INSTRUCTIONS TO FOLLOW =>
Return only the number of lines in the records below where the string "Impasse" shows up.

DATA UNDER STUDY: Begin

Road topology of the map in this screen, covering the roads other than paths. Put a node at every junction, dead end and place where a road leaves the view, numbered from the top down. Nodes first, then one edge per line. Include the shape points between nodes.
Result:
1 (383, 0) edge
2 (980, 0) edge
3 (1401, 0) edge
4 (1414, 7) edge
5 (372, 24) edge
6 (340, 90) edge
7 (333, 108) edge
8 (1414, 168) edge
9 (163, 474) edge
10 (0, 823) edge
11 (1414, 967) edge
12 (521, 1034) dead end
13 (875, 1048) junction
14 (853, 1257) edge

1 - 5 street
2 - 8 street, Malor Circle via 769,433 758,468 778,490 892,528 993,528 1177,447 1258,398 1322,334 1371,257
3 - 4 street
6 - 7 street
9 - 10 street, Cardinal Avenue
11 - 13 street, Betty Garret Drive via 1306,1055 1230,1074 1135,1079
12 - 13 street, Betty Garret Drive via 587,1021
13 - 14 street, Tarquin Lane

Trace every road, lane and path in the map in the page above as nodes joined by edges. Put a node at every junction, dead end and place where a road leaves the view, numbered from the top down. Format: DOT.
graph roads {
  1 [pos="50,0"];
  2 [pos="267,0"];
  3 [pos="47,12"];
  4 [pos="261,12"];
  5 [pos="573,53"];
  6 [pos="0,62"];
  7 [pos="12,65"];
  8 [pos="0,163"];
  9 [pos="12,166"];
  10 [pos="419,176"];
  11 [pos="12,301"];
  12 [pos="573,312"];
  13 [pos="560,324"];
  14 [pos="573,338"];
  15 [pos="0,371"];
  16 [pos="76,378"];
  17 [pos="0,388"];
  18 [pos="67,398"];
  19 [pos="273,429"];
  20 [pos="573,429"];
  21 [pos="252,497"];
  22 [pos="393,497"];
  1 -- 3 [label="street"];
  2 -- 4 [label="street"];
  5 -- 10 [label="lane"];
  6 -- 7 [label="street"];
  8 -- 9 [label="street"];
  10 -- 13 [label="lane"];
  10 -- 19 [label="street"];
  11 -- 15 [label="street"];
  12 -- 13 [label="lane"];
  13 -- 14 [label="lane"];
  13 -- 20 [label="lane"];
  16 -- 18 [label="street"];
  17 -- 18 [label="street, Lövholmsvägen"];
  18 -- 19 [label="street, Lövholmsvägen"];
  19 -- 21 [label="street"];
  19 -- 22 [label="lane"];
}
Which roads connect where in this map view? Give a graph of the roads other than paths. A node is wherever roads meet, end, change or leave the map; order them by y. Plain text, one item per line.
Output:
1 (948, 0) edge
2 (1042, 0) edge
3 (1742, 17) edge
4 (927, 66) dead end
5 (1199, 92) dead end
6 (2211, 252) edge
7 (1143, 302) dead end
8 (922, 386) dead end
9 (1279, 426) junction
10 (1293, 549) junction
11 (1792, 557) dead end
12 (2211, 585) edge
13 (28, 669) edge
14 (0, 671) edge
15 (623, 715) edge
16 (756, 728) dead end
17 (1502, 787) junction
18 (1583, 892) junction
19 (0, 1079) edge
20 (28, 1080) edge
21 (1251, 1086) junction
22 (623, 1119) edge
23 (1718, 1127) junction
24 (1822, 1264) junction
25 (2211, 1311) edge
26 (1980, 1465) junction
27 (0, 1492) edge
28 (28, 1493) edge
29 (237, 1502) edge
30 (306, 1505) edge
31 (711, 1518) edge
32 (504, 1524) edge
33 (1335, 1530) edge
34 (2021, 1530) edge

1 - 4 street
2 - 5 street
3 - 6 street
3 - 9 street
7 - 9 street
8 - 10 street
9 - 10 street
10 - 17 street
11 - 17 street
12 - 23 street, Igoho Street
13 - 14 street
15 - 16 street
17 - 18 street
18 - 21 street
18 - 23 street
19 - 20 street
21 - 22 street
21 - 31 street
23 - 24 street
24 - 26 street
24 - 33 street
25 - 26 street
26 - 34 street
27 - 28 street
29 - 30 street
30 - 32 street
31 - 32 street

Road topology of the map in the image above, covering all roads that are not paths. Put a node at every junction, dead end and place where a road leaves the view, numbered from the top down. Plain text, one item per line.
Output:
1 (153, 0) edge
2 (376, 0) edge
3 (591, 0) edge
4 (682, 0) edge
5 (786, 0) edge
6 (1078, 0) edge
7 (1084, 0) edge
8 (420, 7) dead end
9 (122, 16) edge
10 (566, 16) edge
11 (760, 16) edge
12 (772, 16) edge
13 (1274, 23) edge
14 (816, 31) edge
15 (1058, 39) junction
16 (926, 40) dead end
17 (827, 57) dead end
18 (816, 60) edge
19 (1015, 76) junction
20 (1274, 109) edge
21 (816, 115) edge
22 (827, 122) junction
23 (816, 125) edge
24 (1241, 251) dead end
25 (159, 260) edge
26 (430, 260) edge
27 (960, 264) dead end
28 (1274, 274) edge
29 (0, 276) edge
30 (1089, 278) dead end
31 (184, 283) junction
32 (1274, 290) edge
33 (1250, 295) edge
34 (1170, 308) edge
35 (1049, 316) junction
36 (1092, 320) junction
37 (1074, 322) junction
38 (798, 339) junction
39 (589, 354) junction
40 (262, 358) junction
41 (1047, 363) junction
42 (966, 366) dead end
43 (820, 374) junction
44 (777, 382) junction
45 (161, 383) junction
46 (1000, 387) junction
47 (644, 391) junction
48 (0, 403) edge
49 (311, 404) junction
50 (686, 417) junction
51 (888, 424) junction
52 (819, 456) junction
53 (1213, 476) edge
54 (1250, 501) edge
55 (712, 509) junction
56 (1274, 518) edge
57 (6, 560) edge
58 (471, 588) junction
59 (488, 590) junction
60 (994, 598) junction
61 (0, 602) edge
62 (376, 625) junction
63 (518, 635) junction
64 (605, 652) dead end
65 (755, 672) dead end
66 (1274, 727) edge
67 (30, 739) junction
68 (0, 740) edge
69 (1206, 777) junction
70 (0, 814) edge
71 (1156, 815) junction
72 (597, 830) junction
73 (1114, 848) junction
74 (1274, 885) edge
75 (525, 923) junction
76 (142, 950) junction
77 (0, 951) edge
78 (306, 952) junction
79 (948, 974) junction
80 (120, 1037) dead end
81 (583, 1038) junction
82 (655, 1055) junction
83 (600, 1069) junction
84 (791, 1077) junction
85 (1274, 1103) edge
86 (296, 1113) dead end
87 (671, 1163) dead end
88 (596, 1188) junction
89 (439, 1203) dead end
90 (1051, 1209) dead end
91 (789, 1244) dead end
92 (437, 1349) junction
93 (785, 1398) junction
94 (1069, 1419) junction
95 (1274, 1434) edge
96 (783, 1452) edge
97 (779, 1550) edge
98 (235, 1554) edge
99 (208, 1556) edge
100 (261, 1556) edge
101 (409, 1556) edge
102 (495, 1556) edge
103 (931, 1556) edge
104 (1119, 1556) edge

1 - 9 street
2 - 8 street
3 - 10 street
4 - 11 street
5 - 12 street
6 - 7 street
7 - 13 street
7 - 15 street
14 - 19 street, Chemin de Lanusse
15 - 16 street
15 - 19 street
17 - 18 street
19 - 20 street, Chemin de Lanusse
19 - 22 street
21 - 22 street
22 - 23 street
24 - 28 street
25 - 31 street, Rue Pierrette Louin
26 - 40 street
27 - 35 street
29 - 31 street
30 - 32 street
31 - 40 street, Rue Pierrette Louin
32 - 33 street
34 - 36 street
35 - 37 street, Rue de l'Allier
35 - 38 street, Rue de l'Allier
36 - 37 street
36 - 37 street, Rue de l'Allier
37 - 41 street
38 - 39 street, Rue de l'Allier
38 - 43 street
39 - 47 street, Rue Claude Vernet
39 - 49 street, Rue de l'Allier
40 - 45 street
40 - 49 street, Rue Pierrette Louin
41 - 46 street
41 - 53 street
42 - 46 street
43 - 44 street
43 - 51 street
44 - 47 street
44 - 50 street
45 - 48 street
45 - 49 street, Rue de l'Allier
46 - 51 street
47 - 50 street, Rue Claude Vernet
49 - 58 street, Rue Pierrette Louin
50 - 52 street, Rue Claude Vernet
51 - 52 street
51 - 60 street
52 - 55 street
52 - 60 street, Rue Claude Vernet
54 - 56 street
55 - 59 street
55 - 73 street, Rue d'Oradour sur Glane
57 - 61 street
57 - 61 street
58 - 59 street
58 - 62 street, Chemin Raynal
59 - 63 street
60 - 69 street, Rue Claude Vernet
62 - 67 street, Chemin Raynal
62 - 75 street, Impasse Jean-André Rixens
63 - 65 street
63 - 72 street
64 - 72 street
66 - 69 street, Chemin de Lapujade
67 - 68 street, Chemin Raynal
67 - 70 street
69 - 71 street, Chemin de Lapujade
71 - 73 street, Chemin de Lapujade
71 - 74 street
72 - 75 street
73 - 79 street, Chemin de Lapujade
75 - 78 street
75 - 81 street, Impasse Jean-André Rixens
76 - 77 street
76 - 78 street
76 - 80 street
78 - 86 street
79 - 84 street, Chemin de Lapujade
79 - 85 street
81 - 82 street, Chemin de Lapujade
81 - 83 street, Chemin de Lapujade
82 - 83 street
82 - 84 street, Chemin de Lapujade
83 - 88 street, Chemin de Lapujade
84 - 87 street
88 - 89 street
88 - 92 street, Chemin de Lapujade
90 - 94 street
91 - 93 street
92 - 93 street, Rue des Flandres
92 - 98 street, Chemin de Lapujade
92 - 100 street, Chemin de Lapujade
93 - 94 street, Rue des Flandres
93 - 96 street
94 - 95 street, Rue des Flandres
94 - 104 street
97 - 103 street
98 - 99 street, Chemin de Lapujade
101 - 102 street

DATA UNDER STUDY: End

TASK OUTPUT =>
2